Roger Ryan wrote: Sun Sep 07, 2025 4:02 pm Given how much of this thread is about how effective Kurosawa was at depicting those on the margins, I’d be interested in hearing how posters here feel about Lee avoiding these depictions altogether in his version.
While I don't think he avoids them altogether, Lee has no interest in presenting any part of his city as a nightmare. (This is, as has been noted, a great NYC film, and its crowds are communities -- often ones joined around music, be it a simple sports chant or a colorful salsa explosion.) For one thing, no need to be complicit in the false and racist conservative news push about unsafe cities. For another -- not that Lee's ever afraid to repeat himself(*) -- he did this already, and I wonder if he had High and Low in his head when he made the "Living for the City" sequence in Jungle Fever.
(*)
The thing I wish hardest about H2L is that Lee left well enough alone by reworking the end of High and Low into that tense studio scene.
As Brian said here...
Brian C wrote: Tue Sep 02, 2025 5:17 am while Kurosawa digs into the underworld for a close look, Lee's vision of community is much deeper and more holistic. For example, one scene that really stood out to me that doesn't have an analogue in the Kurosawa was when the Denzel character visited Yung Felon's wife, and I think it's key to Lee's vision. In the Kurosawa, Mifune's character was a rich guy with a decision to make, but the ramifications never really extend outward past his and the chauffeur's families.
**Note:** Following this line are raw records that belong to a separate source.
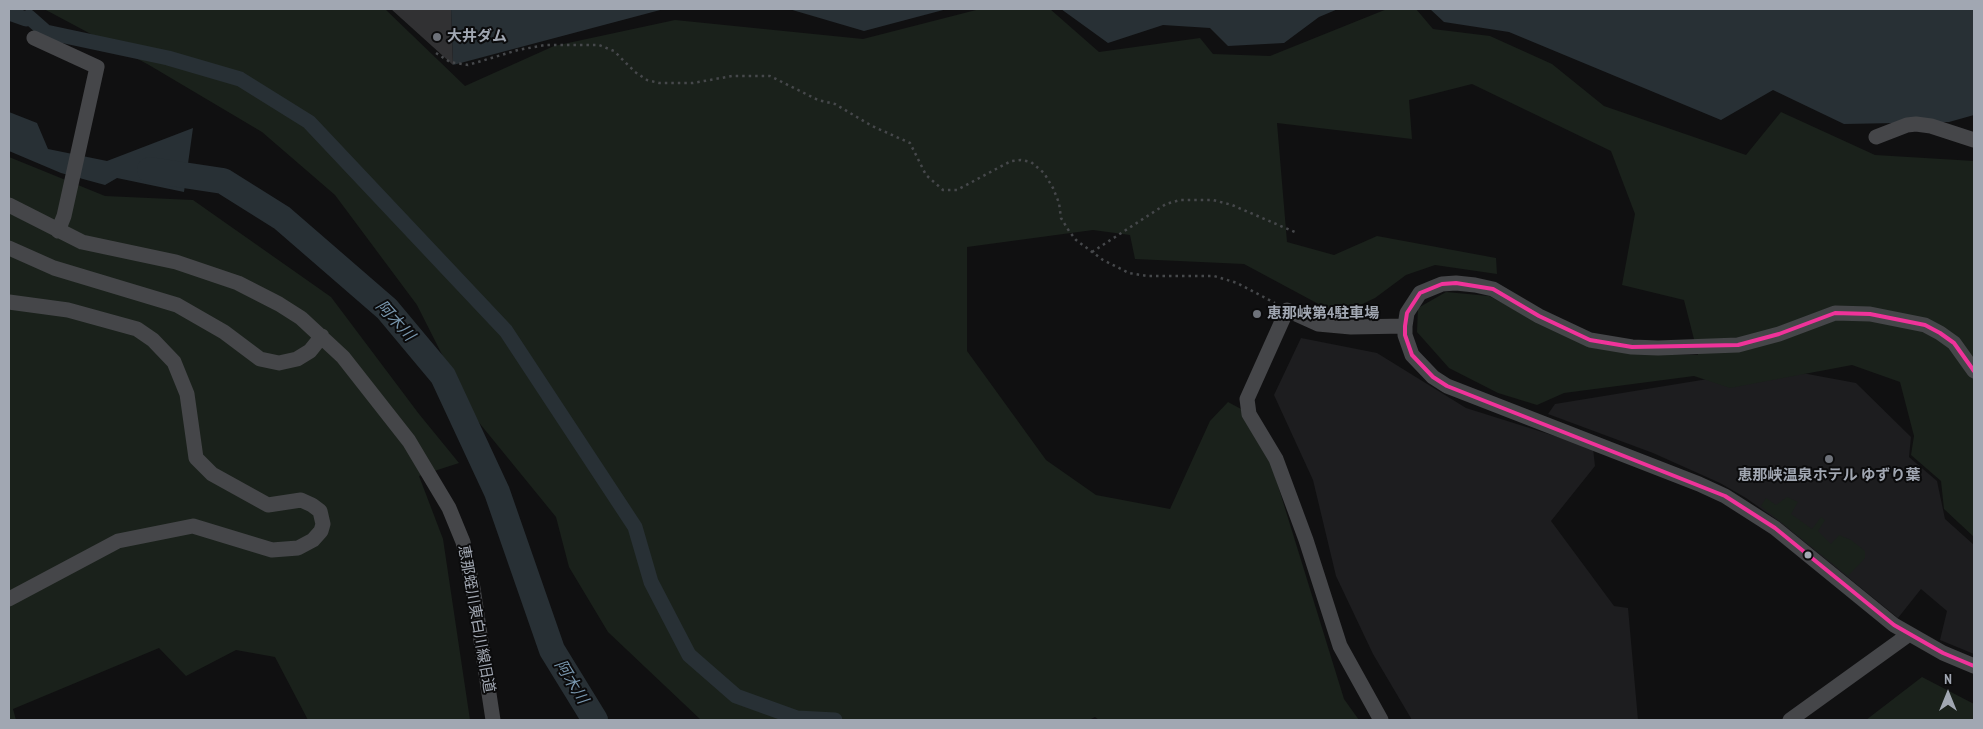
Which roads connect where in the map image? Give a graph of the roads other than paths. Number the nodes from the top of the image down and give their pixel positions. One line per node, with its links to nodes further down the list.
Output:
1 (34, 38): 5 (street)
2 (1876, 137): 3 (street)
3 (1974, 140)
4 (9, 205): 5 (street, 恵那蛭川東白川線旧道)
5 (58, 230): 9 (street, 恵那蛭川東白川線旧道)
6 (9, 248): 9 (street)
7 (9, 302): 11 (street)
8 (1405, 326): 10 (street); 12 (street); 15 (street)
9 (322, 336): 14 (street, 恵那蛭川東白川線旧道)
10 (1974, 371)
11 (9, 599)
12 (1908, 634): 13 (street); 16 (street)
13 (1974, 666)
14 (493, 720)
15 (1381, 720)
16 (1790, 720)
But here, we get this heartbreaking scene where we see how personal David's situation actually is - he's not just a rich guy who lives in a prominent house on a hill, he's a guy who people know and look up to and invest their own dreams in, and so also a potential source of disappointment to them.
...there's far more direct connection between Washington's character and Yung Felon than there was between Mifune's and the medical student. For better and worse, perhaps. But Lee emphasizes an integral element of the story that gets lost in the Kurosawa -- fatherhood -- by making the chauffeur's son a godson, having Washington/Yung Felon comment on father figures and illegitimate children, through the name of Yung Felon's child.

I also think that, despite this...
pistolwink wrote: Thu Sep 11, 2025 8:03 pm It occurs to me that this movie doesn't seem to acknowledge that the record industry is a shell of what it once was.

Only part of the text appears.